Task requirements: Across all the entries below, how many lines mention the string "every"? Respond with a single number.

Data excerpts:
= Beginning of Section =

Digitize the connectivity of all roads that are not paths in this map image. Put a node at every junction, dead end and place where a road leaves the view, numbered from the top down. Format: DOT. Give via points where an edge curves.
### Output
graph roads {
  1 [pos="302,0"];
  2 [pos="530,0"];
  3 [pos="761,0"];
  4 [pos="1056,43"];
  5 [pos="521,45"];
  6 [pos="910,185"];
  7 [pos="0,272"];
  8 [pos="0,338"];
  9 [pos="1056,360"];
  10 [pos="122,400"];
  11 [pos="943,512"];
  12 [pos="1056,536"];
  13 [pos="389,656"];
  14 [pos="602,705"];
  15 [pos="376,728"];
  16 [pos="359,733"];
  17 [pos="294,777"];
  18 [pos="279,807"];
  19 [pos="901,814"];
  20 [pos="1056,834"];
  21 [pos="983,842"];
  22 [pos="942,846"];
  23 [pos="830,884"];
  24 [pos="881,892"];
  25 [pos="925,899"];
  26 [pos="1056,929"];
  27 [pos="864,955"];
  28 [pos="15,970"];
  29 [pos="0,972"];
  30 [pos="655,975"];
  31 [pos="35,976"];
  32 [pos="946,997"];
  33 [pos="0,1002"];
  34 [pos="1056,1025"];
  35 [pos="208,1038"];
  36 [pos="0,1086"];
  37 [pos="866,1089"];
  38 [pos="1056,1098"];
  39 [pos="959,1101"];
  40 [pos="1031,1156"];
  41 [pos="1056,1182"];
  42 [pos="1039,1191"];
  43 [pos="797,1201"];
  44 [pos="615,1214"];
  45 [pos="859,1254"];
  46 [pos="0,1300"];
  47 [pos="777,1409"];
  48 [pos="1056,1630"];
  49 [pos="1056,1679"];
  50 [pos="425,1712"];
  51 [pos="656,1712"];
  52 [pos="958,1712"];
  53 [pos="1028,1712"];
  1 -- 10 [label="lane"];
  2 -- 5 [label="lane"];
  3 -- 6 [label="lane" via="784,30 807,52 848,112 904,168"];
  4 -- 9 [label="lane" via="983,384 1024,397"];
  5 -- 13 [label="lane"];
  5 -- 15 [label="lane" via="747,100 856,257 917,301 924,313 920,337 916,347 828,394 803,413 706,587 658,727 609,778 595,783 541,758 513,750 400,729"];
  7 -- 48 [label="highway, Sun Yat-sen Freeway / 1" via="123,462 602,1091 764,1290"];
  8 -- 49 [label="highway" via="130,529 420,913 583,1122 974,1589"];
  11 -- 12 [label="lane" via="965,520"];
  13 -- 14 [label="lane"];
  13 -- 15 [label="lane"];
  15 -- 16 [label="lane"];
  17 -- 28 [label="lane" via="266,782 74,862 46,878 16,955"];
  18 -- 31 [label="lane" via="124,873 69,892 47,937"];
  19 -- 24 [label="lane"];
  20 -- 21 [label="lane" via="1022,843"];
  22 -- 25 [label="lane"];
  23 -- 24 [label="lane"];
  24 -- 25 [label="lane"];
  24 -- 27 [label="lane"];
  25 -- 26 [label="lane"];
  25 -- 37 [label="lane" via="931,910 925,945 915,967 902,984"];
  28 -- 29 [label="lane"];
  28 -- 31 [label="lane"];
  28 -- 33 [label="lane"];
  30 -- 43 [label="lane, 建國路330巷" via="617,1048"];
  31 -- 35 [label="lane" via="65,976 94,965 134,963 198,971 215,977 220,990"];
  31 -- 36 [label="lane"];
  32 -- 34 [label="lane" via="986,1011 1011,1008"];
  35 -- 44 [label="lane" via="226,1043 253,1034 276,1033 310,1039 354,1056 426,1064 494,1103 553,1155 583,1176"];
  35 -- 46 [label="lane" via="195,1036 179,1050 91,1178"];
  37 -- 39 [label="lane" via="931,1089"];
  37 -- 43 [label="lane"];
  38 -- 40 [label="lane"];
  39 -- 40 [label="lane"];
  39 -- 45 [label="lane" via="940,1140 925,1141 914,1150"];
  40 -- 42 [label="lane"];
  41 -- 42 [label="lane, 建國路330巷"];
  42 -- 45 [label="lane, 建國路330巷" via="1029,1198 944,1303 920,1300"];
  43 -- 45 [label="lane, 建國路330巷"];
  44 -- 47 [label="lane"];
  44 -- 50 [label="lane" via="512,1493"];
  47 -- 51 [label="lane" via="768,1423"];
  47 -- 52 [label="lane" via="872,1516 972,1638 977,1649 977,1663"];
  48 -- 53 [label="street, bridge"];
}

= End of Section =
= Beginning of Section =

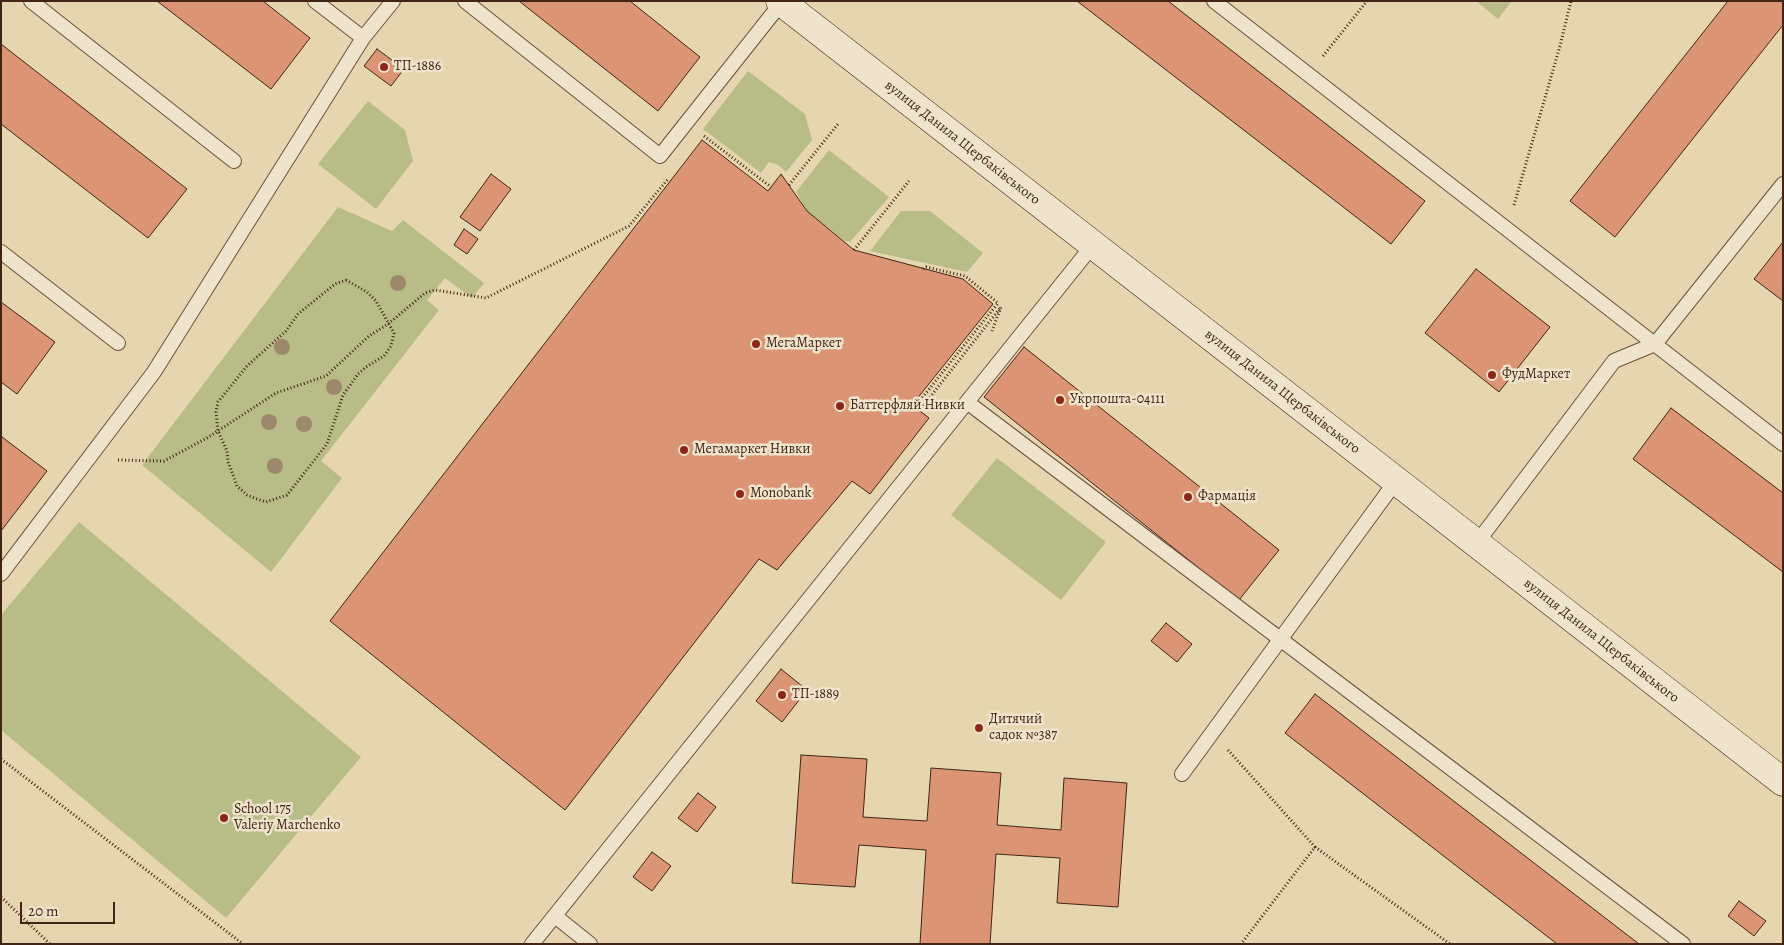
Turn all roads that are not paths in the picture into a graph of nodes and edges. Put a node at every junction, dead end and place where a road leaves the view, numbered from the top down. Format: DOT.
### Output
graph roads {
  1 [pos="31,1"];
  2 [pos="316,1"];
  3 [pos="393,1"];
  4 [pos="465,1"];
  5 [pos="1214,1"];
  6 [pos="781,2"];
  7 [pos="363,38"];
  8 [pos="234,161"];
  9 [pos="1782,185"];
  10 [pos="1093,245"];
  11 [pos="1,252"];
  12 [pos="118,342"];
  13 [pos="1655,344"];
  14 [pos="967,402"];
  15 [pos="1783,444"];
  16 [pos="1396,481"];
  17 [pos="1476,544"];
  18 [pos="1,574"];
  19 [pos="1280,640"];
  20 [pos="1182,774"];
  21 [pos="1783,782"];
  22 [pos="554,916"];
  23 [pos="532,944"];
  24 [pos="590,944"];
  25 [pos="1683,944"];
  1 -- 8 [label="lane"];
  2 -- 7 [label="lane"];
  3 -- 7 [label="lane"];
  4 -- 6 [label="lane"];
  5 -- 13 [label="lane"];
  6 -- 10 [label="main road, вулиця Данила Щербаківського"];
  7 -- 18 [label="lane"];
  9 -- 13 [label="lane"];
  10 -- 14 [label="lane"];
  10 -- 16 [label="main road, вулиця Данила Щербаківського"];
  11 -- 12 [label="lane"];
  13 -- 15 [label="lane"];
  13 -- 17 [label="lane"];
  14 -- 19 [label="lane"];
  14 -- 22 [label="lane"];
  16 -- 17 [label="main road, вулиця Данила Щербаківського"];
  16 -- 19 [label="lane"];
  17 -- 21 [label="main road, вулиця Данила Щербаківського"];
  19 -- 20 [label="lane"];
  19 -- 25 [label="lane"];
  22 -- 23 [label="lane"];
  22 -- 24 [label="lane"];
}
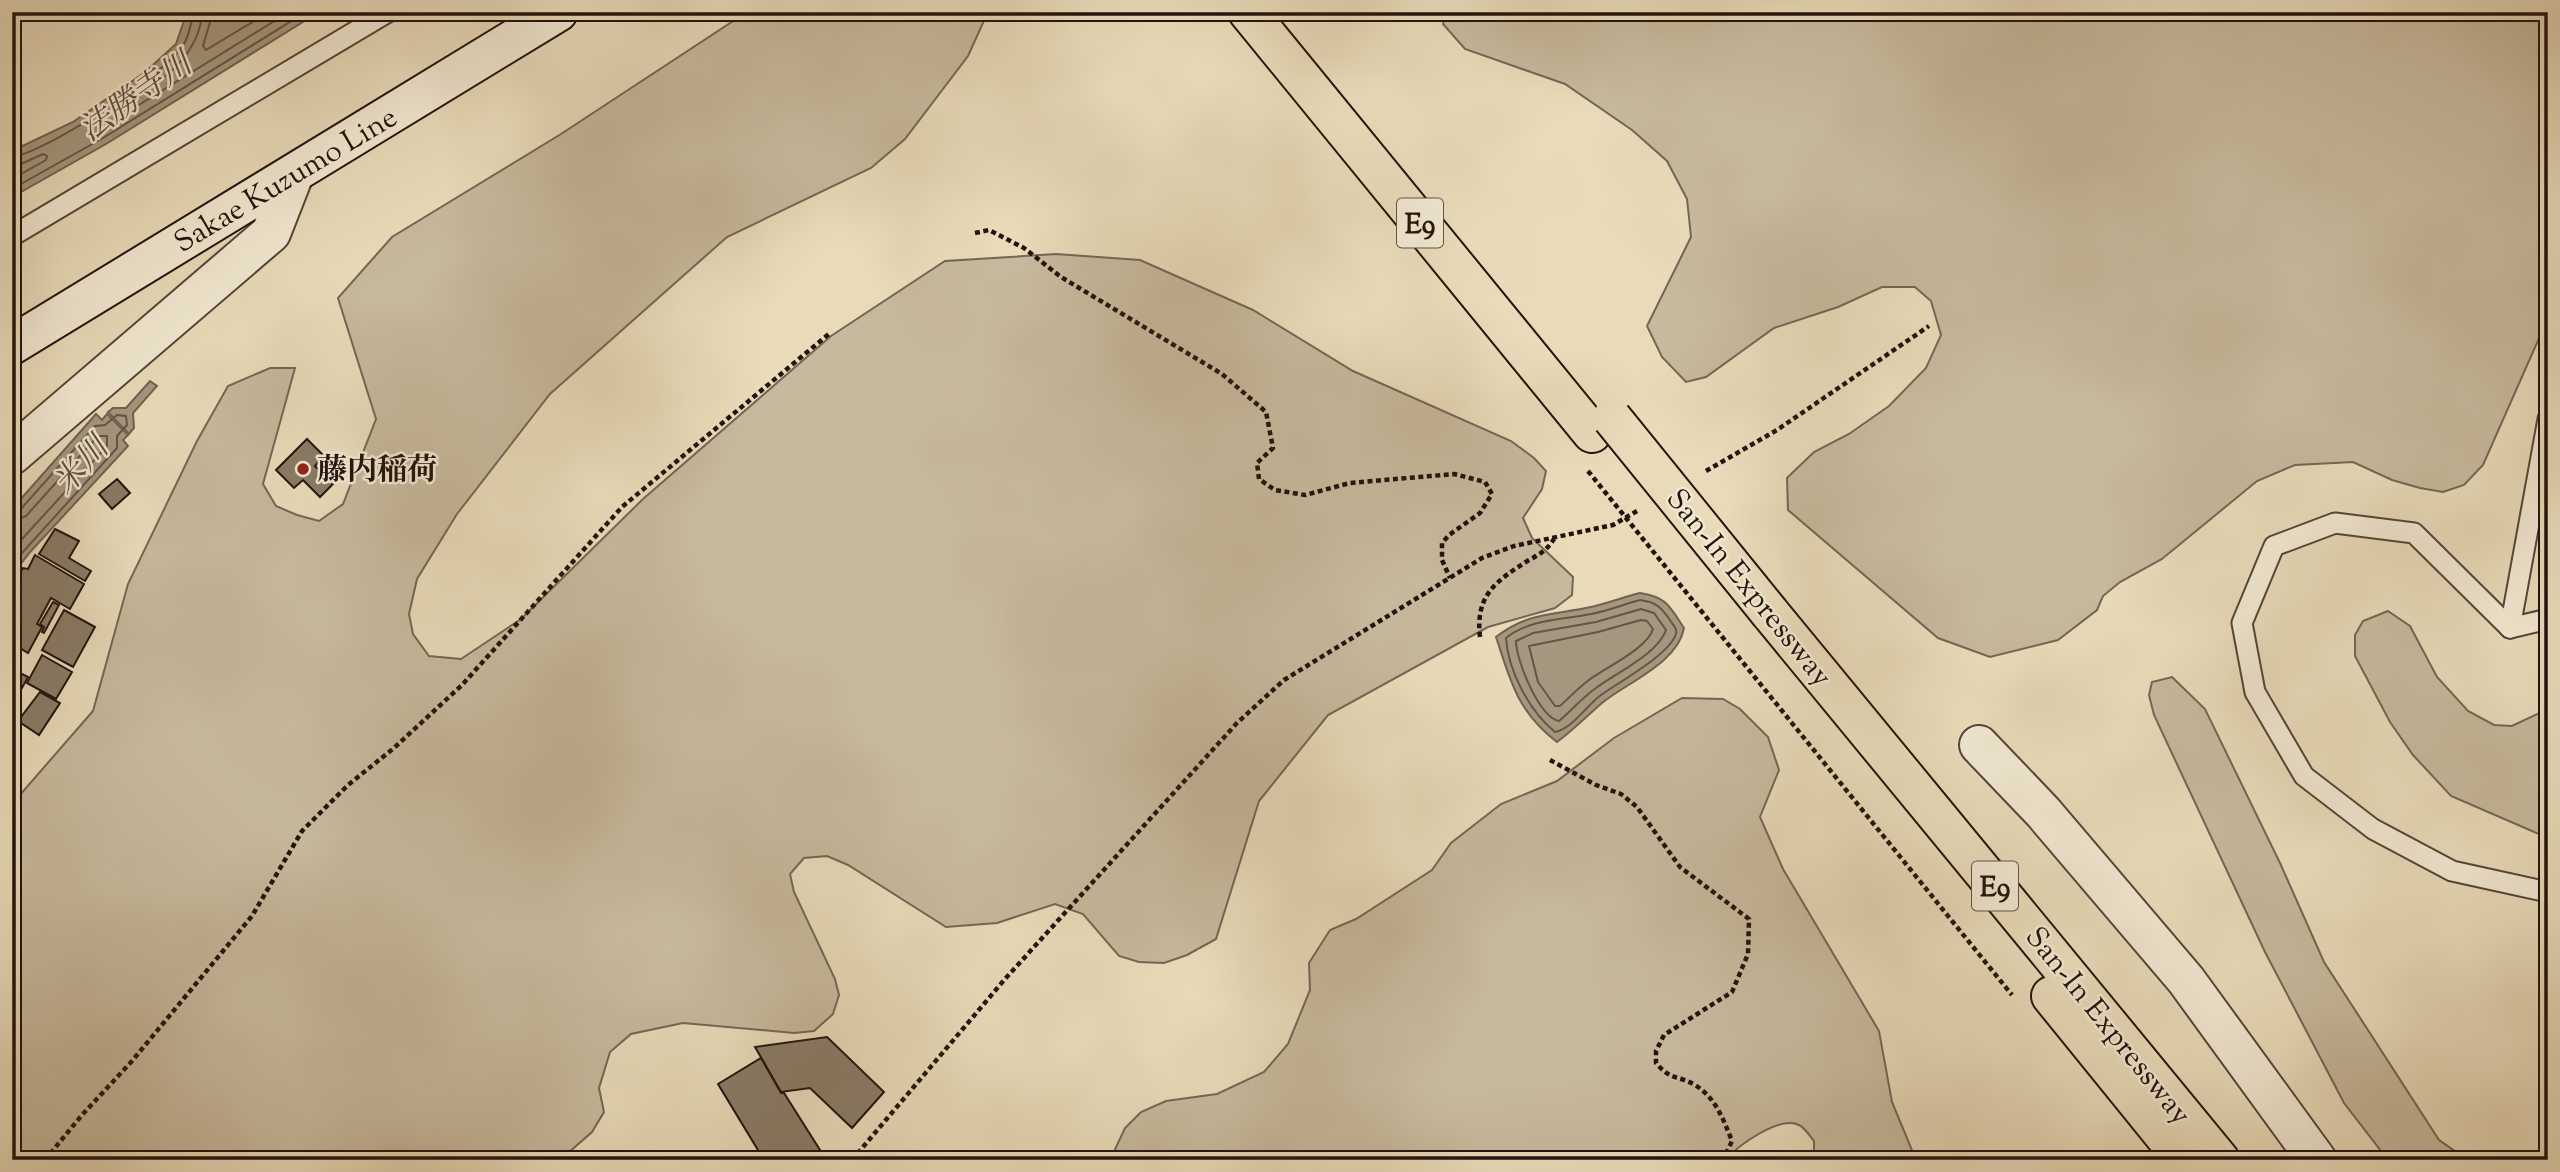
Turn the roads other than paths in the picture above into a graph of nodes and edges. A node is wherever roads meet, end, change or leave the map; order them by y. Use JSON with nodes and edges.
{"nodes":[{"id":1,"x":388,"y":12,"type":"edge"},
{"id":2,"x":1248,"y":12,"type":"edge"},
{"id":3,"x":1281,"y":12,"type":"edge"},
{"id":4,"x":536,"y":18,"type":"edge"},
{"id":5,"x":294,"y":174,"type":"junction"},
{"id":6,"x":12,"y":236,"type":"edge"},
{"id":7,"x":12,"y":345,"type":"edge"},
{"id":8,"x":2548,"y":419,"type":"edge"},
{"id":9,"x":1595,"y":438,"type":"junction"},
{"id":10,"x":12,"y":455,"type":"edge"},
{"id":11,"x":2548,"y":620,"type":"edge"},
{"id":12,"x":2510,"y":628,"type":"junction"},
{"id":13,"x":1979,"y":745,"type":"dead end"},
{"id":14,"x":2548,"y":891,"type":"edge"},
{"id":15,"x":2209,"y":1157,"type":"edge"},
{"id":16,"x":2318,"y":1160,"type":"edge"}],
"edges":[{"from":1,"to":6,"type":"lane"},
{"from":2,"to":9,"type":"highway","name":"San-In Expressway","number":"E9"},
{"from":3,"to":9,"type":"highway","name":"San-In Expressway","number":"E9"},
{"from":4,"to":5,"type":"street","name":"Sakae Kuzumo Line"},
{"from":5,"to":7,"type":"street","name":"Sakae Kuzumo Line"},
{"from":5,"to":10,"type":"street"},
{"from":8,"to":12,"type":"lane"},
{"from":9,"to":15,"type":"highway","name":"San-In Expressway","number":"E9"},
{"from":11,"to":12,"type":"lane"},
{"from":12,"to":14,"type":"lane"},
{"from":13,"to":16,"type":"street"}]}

= End of Section =

Solution to this exercise: 2